== What you need to do ==
Return the data exactly, with all pictures removed.
---------- Extracted information
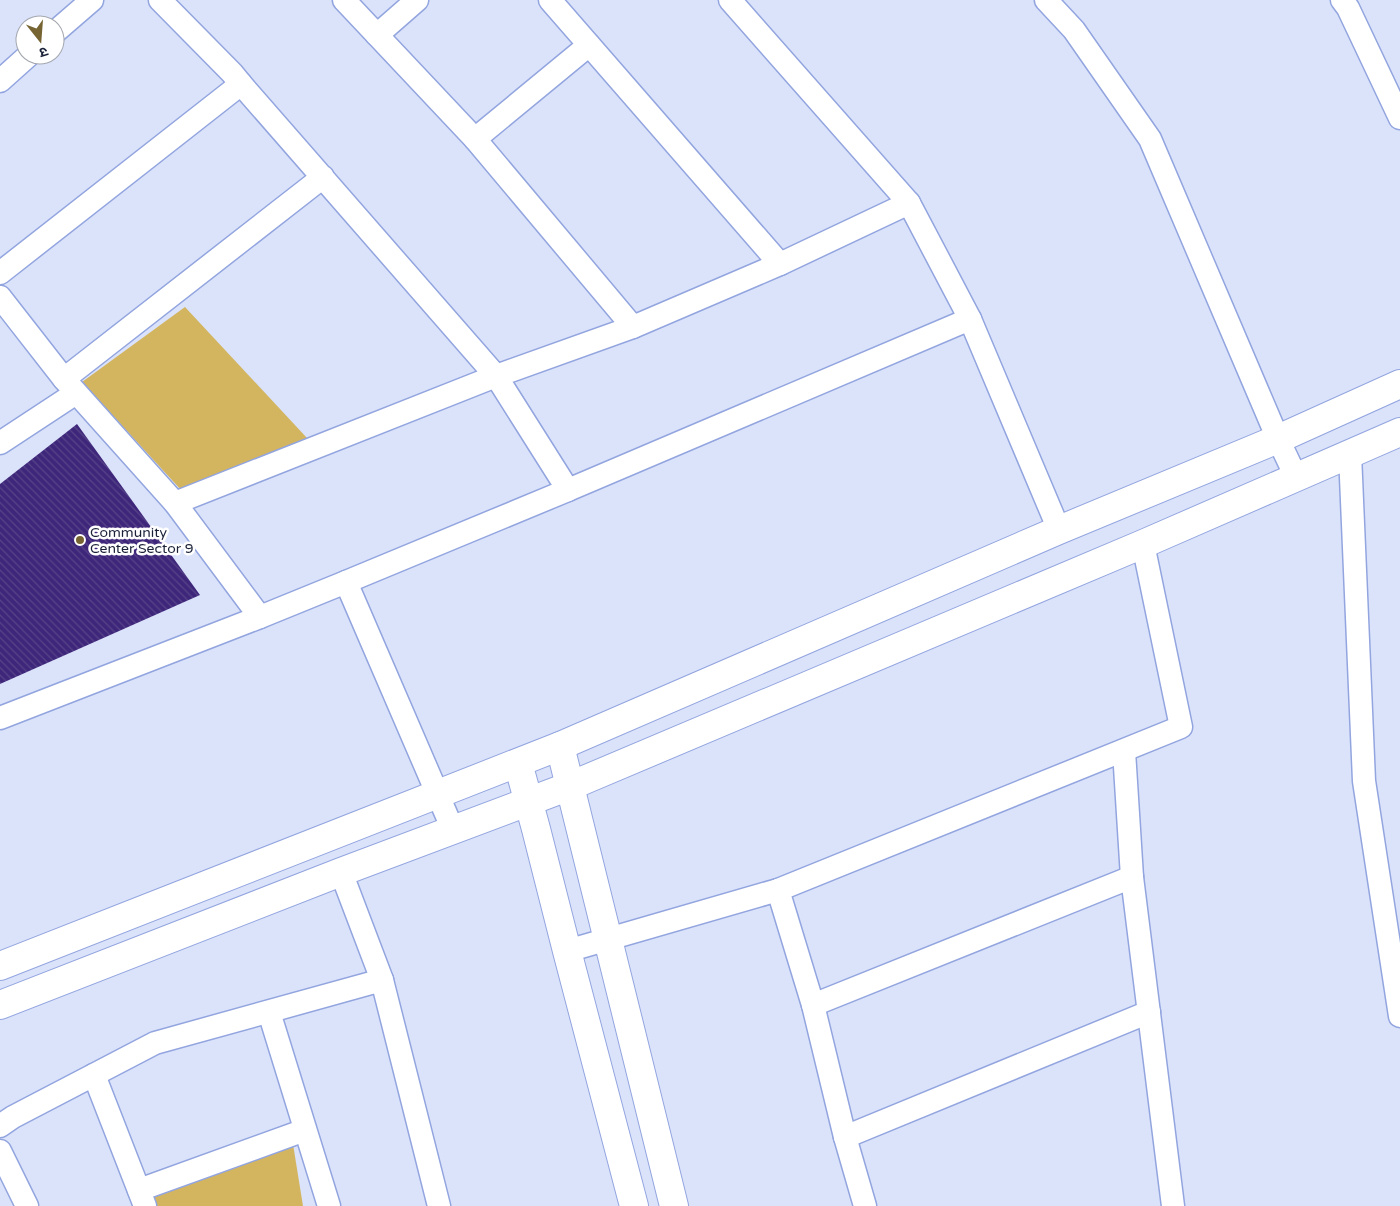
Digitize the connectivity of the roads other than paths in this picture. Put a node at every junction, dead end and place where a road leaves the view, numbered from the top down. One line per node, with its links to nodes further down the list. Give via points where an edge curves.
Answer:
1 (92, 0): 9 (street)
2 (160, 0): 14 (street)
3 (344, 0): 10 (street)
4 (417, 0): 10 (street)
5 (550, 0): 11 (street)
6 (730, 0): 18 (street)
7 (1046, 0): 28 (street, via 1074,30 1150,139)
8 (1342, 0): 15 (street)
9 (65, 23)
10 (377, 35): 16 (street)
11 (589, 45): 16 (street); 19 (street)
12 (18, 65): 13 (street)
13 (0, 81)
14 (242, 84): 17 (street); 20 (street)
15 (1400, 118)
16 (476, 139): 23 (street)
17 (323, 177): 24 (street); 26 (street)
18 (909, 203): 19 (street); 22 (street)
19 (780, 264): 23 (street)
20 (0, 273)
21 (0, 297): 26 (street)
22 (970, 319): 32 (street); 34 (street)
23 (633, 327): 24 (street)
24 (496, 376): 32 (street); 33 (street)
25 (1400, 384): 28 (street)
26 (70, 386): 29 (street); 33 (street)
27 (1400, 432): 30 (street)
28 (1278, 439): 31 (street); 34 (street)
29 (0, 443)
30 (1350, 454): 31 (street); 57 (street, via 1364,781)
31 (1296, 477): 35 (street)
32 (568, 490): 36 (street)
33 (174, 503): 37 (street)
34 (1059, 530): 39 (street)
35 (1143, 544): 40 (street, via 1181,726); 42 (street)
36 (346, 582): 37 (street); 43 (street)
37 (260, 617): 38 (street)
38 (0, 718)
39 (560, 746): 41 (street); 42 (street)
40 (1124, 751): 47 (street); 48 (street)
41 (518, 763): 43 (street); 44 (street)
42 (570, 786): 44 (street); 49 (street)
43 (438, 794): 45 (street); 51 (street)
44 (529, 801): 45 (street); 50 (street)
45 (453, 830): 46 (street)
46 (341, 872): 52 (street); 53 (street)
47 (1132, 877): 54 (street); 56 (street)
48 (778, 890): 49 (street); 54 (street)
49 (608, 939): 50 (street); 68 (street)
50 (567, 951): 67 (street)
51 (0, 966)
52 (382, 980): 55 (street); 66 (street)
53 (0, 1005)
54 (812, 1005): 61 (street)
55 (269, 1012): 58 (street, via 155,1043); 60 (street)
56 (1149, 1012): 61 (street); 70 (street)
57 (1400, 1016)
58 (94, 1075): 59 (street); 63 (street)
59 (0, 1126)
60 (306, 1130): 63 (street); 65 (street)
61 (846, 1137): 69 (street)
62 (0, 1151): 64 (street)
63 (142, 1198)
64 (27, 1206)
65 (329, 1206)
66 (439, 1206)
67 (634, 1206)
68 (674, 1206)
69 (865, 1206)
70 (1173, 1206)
--------------------
== Reply ==
Digitize the connectivity of the roads other than paths in this picture. Put a node at every junction, dead end and place where a road leaves the view, numbered from the top down. One line per node, with its links to nodes further down the list. Give via points where an edge curves.
Answer:
1 (92, 0): 9 (street)
2 (160, 0): 14 (street)
3 (344, 0): 10 (street)
4 (417, 0): 10 (street)
5 (550, 0): 11 (street)
6 (730, 0): 18 (street)
7 (1046, 0): 28 (street, via 1074,30 1150,139)
8 (1342, 0): 15 (street)
9 (65, 23)
10 (377, 35): 16 (street)
11 (589, 45): 16 (street); 19 (street)
12 (18, 65): 13 (street)
13 (0, 81)
14 (242, 84): 17 (street); 20 (street)
15 (1400, 118)
16 (476, 139): 23 (street)
17 (323, 177): 24 (street); 26 (street)
18 (909, 203): 19 (street); 22 (street)
19 (780, 264): 23 (street)
20 (0, 273)
21 (0, 297): 26 (street)
22 (970, 319): 32 (street); 34 (street)
23 (633, 327): 24 (street)
24 (496, 376): 32 (street); 33 (street)
25 (1400, 384): 28 (street)
26 (70, 386): 29 (street); 33 (street)
27 (1400, 432): 30 (street)
28 (1278, 439): 31 (street); 34 (street)
29 (0, 443)
30 (1350, 454): 31 (street); 57 (street, via 1364,781)
31 (1296, 477): 35 (street)
32 (568, 490): 36 (street)
33 (174, 503): 37 (street)
34 (1059, 530): 39 (street)
35 (1143, 544): 40 (street, via 1181,726); 42 (street)
36 (346, 582): 37 (street); 43 (street)
37 (260, 617): 38 (street)
38 (0, 718)
39 (560, 746): 41 (street); 42 (street)
40 (1124, 751): 47 (street); 48 (street)
41 (518, 763): 43 (street); 44 (street)
42 (570, 786): 44 (street); 49 (street)
43 (438, 794): 45 (street); 51 (street)
44 (529, 801): 45 (street); 50 (street)
45 (453, 830): 46 (street)
46 (341, 872): 52 (street); 53 (street)
47 (1132, 877): 54 (street); 56 (street)
48 (778, 890): 49 (street); 54 (street)
49 (608, 939): 50 (street); 68 (street)
50 (567, 951): 67 (street)
51 (0, 966)
52 (382, 980): 55 (street); 66 (street)
53 (0, 1005)
54 (812, 1005): 61 (street)
55 (269, 1012): 58 (street, via 155,1043); 60 (street)
56 (1149, 1012): 61 (street); 70 (street)
57 (1400, 1016)
58 (94, 1075): 59 (street); 63 (street)
59 (0, 1126)
60 (306, 1130): 63 (street); 65 (street)
61 (846, 1137): 69 (street)
62 (0, 1151): 64 (street)
63 (142, 1198)
64 (27, 1206)
65 (329, 1206)
66 (439, 1206)
67 (634, 1206)
68 (674, 1206)
69 (865, 1206)
70 (1173, 1206)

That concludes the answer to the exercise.